The presence of vegetation above a groundwater body has the effect of a “pump,” on the one hand reducing the amount of water in the area of the rhizosphere; on the other hand, extracting the heavy metals the groundwater may have lower heavy metal concentrations [60]. The presence of plants at the surface of the soil also prevents its erosion.

Rhizodegradation, also called photosynthesis or plant-assisted degradation, represents the transformation of existing organic contaminants into the soil due to the bioactivity in the rhizosphere. Plants metabolize organic pollutants (including with the help of associated microorganisms) at the level of the roots, turning them into less or no toxic compounds. A symbiotic relationship is established between plants and microorganisms in the soil. Plants increase the pH of the soil and provide the nutrients needed for the microorganisms. These contribute to soil clean-up, thus providing the rhizosphere more conducive to the development of the roots [61]. Many pollutants can be degraded into harmless products or can be transformed into energy and feed sources for plants or soil organisms. But then, natural substances removed from plant roots (e.g., sugars, alcohols, phenols, carbohydrates, and acids) contain organic carbon that feeds soil microorganisms, stimulating their biological activities.

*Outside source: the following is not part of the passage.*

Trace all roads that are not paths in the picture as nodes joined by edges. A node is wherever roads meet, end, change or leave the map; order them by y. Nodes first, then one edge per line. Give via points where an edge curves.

Rhizofiltration is based on the property of plant roots that grow in well-aerated water to precipitate and concentrate toxic metals from the pollutant effluents.

Phytodegradation, also known as phytotransformation, refers to the absorption of organic pollutants from soil, sediments, and water and their subsequent transformation by plants. Depending on the concentration and composition, as well as the plant species and local conditions, an organic pollutant may be able to pass through the protective barrier of the rhizosphere. In this case, it may suffer a transformation process inside the plant. The transforming mechanisms are very diverse, the resulting products being stored in vacuoles or embedded in plant tissues [50].

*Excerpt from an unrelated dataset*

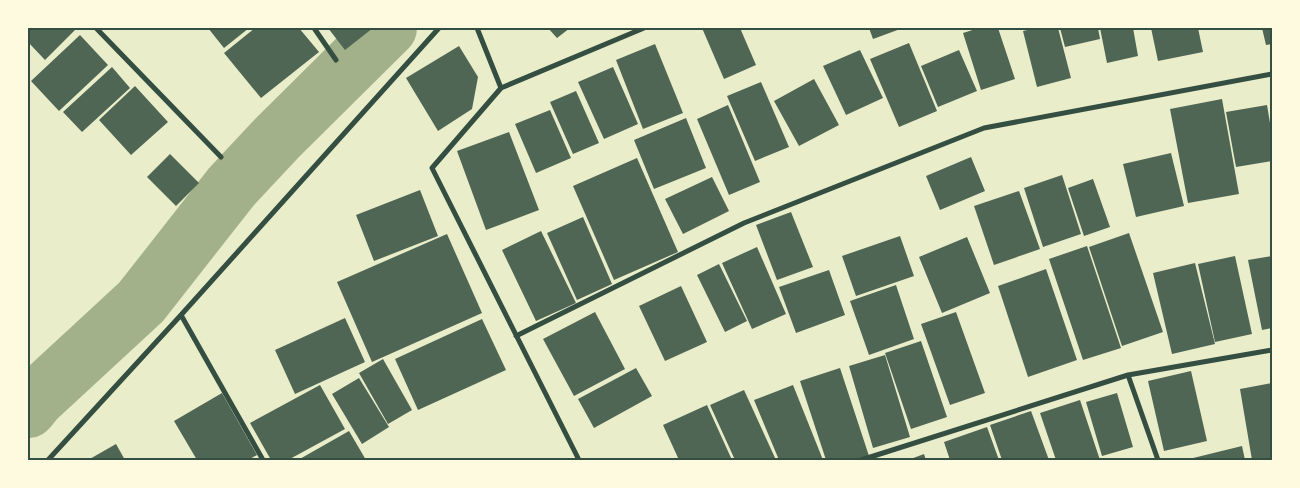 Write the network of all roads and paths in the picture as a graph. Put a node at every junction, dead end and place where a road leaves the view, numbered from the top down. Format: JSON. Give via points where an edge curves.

In order to be absorbed by the plant through the roots, an organic pollutant must be soluble in the soil solution. Once the pollutant has reached the plant, it can be stored and/or biotransformed in the plant biomass through lignification (binding the pollutant or its byproducts within the plant lignin) or can be further metabolized to carbon dioxide and water (mineralization) [35]. Plants capable of causing pollutant degradation are the phreatophytes (species of Populus, Salix) or grains (rye, Sorghum) [62, 63].

Phytovolatilization is applied exclusively for the treatment of soils contaminated with As, Hg, or Se, metals that may exist in the gaseous phase. This method uses plants capable of extracting these metals from the soil and volatilizing them in the atmosphere [64]. Plants extract volatile compounds from soil, including metals, and evaporate them through the leaves. Due to the particular toxicity of these metals, which once released can no longer be controlled, the method is still subject of controversy.

3.2. Metal accumulative plant species

The ability of plants to accumulate extraordinarily high levels of some metals and other pollutants has reached an increase interest over the past few years.

In general, heavy metals are phytotoxic to plants, but there are plants capable of absorbing and storing metals in their various tissues (roots, leaves), used successfully in soils rich in heavy metals and known as hyperaccumulative plants. Brooks and his colleagues used this term for the first time in 1977 to describe plants that are able to accumulate more than 0.1% Ni (>1000 μg/g) in their leaves. Hyperaccumulative plants (hyperaccumulators or metallophytes) are those plants capable of accumulating 100 times larger quantities of metal than common plants considered non-accumulating [65, 66].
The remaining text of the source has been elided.